> [EXERCISE BRIEF] In the records below, find the line that contains "Which roads connect", then transcribe it and every later line exactly, stopping at the final line.

> [EXERCISE INPUT]
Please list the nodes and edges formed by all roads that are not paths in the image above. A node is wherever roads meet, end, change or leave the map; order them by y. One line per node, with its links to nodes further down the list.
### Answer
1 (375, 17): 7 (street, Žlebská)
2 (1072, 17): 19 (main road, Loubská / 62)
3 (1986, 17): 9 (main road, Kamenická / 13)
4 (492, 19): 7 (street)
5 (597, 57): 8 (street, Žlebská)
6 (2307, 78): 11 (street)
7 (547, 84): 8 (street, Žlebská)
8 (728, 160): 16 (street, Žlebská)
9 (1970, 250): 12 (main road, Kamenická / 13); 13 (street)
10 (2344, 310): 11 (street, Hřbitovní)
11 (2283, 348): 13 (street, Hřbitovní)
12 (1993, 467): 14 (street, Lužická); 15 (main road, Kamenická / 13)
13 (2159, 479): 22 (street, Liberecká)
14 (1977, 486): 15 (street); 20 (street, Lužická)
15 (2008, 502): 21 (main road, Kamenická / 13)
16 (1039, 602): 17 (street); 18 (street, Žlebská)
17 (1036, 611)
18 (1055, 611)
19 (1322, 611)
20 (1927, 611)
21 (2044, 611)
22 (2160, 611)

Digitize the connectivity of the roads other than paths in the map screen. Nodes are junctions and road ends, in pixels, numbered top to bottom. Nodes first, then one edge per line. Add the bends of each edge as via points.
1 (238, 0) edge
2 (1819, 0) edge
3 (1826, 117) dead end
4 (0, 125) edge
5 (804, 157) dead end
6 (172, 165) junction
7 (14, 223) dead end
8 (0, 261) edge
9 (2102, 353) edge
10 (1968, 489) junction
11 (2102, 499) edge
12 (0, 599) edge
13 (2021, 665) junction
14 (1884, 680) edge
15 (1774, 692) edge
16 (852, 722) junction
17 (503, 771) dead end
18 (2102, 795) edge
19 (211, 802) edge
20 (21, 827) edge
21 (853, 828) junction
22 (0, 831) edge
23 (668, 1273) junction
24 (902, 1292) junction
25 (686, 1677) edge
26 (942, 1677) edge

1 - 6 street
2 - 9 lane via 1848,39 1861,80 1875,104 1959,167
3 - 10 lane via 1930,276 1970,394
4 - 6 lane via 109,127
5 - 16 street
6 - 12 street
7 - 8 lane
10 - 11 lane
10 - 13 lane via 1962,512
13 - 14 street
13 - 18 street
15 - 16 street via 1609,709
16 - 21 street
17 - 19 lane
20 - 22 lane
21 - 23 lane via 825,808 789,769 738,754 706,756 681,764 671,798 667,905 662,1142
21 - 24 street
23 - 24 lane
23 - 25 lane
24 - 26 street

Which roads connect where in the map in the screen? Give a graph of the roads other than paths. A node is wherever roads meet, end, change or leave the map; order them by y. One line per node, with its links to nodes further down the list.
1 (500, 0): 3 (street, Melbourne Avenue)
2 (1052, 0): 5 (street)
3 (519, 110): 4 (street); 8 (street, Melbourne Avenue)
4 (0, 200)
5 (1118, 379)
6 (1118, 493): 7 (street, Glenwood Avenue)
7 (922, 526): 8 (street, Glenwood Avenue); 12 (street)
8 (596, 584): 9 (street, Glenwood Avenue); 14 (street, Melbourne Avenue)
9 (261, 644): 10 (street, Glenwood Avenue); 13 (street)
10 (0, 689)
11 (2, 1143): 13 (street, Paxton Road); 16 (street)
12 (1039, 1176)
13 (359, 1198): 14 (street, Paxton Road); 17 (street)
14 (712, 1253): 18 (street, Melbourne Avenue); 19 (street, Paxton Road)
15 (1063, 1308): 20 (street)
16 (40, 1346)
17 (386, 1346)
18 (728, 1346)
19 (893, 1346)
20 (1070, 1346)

> [RESULT BELOW]
Which roads connect where in the map in the screen? Give a graph of the roads other than paths. A node is wherever roads meet, end, change or leave the map; order them by y. One line per node, with its links to nodes further down the list.
1 (500, 0): 3 (street, Melbourne Avenue)
2 (1052, 0): 5 (street)
3 (519, 110): 4 (street); 8 (street, Melbourne Avenue)
4 (0, 200)
5 (1118, 379)
6 (1118, 493): 7 (street, Glenwood Avenue)
7 (922, 526): 8 (street, Glenwood Avenue); 12 (street)
8 (596, 584): 9 (street, Glenwood Avenue); 14 (street, Melbourne Avenue)
9 (261, 644): 10 (street, Glenwood Avenue); 13 (street)
10 (0, 689)
11 (2, 1143): 13 (street, Paxton Road); 16 (street)
12 (1039, 1176)
13 (359, 1198): 14 (street, Paxton Road); 17 (street)
14 (712, 1253): 18 (street, Melbourne Avenue); 19 (street, Paxton Road)
15 (1063, 1308): 20 (street)
16 (40, 1346)
17 (386, 1346)
18 (728, 1346)
19 (893, 1346)
20 (1070, 1346)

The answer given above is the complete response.